§ Exercise directions: Search the records below for the string "Lake", and report each line that contains it.

================================

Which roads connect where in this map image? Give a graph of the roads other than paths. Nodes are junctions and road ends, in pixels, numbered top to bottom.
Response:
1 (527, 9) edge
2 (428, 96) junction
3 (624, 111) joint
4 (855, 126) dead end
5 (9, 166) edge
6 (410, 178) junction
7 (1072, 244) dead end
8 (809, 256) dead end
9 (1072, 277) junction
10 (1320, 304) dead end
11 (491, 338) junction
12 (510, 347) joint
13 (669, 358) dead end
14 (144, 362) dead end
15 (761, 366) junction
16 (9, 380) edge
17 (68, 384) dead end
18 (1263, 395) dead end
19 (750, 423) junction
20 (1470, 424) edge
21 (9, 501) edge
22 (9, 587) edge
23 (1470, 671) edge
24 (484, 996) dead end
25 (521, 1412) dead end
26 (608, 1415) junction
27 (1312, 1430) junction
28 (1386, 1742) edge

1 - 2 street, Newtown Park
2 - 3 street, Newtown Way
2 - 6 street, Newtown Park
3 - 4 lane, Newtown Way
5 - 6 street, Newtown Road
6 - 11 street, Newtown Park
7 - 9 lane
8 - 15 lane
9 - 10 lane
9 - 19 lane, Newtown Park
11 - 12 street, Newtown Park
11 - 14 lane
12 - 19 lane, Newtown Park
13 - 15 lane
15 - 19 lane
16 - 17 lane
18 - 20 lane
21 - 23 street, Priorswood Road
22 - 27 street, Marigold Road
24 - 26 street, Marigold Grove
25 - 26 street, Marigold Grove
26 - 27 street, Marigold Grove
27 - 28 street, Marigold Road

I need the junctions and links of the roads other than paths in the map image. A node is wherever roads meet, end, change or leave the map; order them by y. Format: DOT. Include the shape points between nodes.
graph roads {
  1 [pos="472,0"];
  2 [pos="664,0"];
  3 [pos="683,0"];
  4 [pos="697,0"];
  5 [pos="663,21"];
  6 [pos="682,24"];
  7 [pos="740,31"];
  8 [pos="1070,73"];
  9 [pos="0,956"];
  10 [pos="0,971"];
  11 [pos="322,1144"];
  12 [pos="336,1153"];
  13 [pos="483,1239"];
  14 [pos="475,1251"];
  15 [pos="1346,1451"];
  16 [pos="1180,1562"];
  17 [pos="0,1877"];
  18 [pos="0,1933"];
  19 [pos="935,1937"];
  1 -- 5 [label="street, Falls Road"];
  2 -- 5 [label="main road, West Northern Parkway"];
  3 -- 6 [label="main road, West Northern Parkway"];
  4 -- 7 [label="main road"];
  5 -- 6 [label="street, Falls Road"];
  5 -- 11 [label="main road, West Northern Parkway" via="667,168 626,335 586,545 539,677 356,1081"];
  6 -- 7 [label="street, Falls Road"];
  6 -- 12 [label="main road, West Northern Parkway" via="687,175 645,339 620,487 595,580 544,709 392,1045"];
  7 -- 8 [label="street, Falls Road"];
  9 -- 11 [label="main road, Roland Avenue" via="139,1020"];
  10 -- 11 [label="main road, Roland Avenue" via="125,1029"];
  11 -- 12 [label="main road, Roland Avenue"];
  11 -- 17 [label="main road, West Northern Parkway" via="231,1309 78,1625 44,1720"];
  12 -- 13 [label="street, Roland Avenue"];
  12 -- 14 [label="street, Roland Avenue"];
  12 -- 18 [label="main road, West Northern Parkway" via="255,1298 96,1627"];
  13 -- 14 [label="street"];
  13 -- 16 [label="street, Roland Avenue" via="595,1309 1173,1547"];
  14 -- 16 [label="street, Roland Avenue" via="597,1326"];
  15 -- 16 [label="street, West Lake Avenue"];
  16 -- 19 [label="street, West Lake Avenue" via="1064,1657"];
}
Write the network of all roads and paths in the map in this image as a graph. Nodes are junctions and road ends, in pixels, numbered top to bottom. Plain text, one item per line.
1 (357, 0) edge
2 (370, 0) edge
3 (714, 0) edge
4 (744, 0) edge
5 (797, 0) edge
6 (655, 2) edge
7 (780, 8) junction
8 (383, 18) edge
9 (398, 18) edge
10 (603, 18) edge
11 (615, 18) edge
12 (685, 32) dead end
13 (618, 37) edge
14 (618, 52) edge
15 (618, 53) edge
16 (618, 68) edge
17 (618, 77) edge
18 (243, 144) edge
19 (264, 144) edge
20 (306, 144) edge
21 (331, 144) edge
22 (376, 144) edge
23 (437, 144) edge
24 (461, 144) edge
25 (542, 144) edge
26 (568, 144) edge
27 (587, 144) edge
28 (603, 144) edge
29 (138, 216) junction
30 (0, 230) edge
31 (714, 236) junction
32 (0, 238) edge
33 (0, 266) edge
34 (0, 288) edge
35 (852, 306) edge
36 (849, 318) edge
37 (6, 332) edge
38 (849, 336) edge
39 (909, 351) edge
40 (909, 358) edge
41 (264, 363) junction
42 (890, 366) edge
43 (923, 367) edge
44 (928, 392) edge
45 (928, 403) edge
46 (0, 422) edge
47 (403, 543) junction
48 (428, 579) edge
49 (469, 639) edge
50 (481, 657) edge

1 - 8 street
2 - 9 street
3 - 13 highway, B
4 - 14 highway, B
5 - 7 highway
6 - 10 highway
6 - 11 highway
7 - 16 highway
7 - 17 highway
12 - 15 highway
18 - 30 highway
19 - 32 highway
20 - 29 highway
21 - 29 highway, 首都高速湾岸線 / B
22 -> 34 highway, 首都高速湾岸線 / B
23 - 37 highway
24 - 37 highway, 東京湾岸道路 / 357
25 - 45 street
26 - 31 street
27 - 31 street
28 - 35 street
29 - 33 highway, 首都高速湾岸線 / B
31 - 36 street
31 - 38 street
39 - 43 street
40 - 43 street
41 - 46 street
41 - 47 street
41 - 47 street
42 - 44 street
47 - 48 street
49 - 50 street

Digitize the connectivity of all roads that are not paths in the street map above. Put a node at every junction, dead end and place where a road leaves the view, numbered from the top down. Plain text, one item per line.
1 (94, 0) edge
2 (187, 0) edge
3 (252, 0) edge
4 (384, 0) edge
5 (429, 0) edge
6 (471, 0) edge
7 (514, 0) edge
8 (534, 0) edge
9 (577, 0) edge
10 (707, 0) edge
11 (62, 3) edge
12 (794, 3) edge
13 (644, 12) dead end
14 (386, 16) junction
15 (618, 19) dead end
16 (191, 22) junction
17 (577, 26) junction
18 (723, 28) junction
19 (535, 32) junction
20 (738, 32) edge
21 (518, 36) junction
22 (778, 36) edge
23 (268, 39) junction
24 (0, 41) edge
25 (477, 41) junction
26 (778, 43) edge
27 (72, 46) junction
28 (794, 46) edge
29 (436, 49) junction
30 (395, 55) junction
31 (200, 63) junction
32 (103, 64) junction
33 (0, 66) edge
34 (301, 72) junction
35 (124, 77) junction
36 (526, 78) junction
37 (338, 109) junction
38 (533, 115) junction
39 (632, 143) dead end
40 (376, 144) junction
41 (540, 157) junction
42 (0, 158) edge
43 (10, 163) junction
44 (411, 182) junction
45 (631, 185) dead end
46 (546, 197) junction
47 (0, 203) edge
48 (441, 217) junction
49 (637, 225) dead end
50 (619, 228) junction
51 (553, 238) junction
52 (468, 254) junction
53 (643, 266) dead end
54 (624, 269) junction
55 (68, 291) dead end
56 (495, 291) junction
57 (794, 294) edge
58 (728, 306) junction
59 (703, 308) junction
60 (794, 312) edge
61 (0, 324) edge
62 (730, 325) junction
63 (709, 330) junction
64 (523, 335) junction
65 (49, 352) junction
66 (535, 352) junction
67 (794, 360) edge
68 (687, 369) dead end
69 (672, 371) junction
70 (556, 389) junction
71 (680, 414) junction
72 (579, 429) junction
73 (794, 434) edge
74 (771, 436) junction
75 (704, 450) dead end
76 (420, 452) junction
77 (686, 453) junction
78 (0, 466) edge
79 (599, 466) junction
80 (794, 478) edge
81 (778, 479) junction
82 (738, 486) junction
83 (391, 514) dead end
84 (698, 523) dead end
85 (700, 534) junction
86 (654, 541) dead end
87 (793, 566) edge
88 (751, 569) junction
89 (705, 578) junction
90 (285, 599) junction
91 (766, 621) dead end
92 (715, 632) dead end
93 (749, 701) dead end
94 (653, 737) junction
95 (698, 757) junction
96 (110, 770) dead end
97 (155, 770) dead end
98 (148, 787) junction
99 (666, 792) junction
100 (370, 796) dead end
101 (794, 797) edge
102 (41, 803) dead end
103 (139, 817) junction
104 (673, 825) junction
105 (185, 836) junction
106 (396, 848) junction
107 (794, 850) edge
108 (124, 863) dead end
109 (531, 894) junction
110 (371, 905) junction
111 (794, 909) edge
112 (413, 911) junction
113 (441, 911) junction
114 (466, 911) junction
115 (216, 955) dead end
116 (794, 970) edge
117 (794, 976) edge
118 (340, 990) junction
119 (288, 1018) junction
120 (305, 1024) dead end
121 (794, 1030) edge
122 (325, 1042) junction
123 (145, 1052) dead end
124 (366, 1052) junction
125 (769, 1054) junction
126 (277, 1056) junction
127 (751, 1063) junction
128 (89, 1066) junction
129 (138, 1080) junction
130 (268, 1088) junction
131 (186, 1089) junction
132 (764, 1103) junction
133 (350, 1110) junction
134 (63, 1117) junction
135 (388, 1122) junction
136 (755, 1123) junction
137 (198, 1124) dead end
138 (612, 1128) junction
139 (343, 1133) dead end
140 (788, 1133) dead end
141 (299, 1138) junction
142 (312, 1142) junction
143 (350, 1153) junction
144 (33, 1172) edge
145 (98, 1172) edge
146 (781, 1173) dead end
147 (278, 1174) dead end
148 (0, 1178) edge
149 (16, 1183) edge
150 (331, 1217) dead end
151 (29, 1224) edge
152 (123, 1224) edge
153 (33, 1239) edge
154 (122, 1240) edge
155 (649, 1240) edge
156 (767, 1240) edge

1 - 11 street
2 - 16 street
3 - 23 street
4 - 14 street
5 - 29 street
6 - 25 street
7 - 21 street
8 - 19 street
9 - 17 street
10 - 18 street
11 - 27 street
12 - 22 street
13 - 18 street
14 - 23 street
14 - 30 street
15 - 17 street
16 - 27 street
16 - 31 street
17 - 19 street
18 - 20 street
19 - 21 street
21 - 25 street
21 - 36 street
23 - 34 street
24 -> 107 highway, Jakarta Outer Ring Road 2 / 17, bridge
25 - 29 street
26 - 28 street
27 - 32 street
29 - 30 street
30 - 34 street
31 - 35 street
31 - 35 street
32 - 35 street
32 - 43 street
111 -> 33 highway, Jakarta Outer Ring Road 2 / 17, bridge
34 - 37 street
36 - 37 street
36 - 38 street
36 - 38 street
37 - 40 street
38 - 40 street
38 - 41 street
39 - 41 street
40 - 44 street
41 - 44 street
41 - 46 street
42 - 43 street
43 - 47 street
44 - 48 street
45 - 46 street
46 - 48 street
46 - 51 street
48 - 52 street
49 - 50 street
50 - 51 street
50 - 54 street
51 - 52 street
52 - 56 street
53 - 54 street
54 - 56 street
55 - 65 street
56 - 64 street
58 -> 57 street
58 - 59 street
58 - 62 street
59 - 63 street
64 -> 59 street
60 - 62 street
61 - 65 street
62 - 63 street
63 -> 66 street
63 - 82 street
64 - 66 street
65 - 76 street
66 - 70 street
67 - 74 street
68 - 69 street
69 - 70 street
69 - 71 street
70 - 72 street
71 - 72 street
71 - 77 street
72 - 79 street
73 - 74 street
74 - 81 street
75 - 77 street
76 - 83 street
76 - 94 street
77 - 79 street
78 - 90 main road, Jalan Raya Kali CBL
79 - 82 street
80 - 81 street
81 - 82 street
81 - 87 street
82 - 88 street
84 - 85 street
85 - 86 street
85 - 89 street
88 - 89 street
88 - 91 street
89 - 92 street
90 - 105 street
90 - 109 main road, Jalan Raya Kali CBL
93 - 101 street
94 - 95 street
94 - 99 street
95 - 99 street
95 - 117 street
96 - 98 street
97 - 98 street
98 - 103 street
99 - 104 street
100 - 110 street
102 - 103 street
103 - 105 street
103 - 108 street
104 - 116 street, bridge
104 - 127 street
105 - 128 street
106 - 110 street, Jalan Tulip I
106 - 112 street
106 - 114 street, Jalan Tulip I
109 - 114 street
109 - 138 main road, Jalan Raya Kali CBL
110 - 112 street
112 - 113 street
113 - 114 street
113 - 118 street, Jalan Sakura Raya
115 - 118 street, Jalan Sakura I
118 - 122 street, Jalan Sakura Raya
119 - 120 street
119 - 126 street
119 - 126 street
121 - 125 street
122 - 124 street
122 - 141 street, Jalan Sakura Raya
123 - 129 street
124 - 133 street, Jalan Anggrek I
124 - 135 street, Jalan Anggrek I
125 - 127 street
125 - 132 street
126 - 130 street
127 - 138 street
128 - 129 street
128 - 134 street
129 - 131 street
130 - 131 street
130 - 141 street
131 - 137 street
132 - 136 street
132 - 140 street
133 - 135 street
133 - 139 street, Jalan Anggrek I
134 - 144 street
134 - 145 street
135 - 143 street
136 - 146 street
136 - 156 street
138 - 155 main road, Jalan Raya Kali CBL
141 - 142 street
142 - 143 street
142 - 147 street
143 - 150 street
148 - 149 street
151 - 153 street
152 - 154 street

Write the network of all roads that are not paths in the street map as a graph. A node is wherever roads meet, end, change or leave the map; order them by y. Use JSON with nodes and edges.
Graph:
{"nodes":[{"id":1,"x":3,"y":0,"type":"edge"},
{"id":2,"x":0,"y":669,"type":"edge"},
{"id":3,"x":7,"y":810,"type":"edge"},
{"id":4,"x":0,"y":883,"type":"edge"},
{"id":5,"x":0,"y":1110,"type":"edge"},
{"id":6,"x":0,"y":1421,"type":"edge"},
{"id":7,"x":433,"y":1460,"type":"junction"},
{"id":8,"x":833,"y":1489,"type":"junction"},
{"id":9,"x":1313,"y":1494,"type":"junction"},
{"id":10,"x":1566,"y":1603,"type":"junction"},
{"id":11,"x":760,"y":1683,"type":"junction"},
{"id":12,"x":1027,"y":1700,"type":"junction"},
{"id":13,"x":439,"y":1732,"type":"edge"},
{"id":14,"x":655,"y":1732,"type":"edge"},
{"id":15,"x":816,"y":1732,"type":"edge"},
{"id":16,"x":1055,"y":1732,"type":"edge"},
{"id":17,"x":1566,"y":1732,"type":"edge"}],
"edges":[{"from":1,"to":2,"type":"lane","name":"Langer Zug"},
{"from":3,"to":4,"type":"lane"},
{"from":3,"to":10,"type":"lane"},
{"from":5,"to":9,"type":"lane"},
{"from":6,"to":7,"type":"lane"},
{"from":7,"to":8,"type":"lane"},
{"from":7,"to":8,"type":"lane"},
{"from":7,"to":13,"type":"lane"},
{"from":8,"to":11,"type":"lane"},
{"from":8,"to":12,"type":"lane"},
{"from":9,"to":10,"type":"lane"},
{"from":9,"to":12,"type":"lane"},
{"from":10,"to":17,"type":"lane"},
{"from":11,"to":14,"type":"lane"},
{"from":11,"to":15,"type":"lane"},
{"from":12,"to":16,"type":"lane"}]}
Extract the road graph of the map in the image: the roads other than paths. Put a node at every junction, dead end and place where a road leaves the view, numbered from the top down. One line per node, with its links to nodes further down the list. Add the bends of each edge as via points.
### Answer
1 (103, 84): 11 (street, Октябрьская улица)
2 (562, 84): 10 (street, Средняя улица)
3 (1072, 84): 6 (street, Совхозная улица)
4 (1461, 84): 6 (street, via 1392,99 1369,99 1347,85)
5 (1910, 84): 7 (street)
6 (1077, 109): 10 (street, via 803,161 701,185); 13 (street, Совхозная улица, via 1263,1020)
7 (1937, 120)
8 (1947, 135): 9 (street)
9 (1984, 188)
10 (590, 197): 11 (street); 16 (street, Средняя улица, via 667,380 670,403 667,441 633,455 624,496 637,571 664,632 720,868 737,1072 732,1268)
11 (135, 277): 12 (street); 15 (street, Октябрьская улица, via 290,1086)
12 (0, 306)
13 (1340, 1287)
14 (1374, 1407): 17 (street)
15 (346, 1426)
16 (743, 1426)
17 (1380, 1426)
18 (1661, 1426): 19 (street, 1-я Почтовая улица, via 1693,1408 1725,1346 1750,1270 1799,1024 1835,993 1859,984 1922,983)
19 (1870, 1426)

================================

§ Your solution:
  15 -- 16 [label="street, West Lake Avenue"];
  16 -- 19 [label="street, West Lake Avenue" via="1064,1657"];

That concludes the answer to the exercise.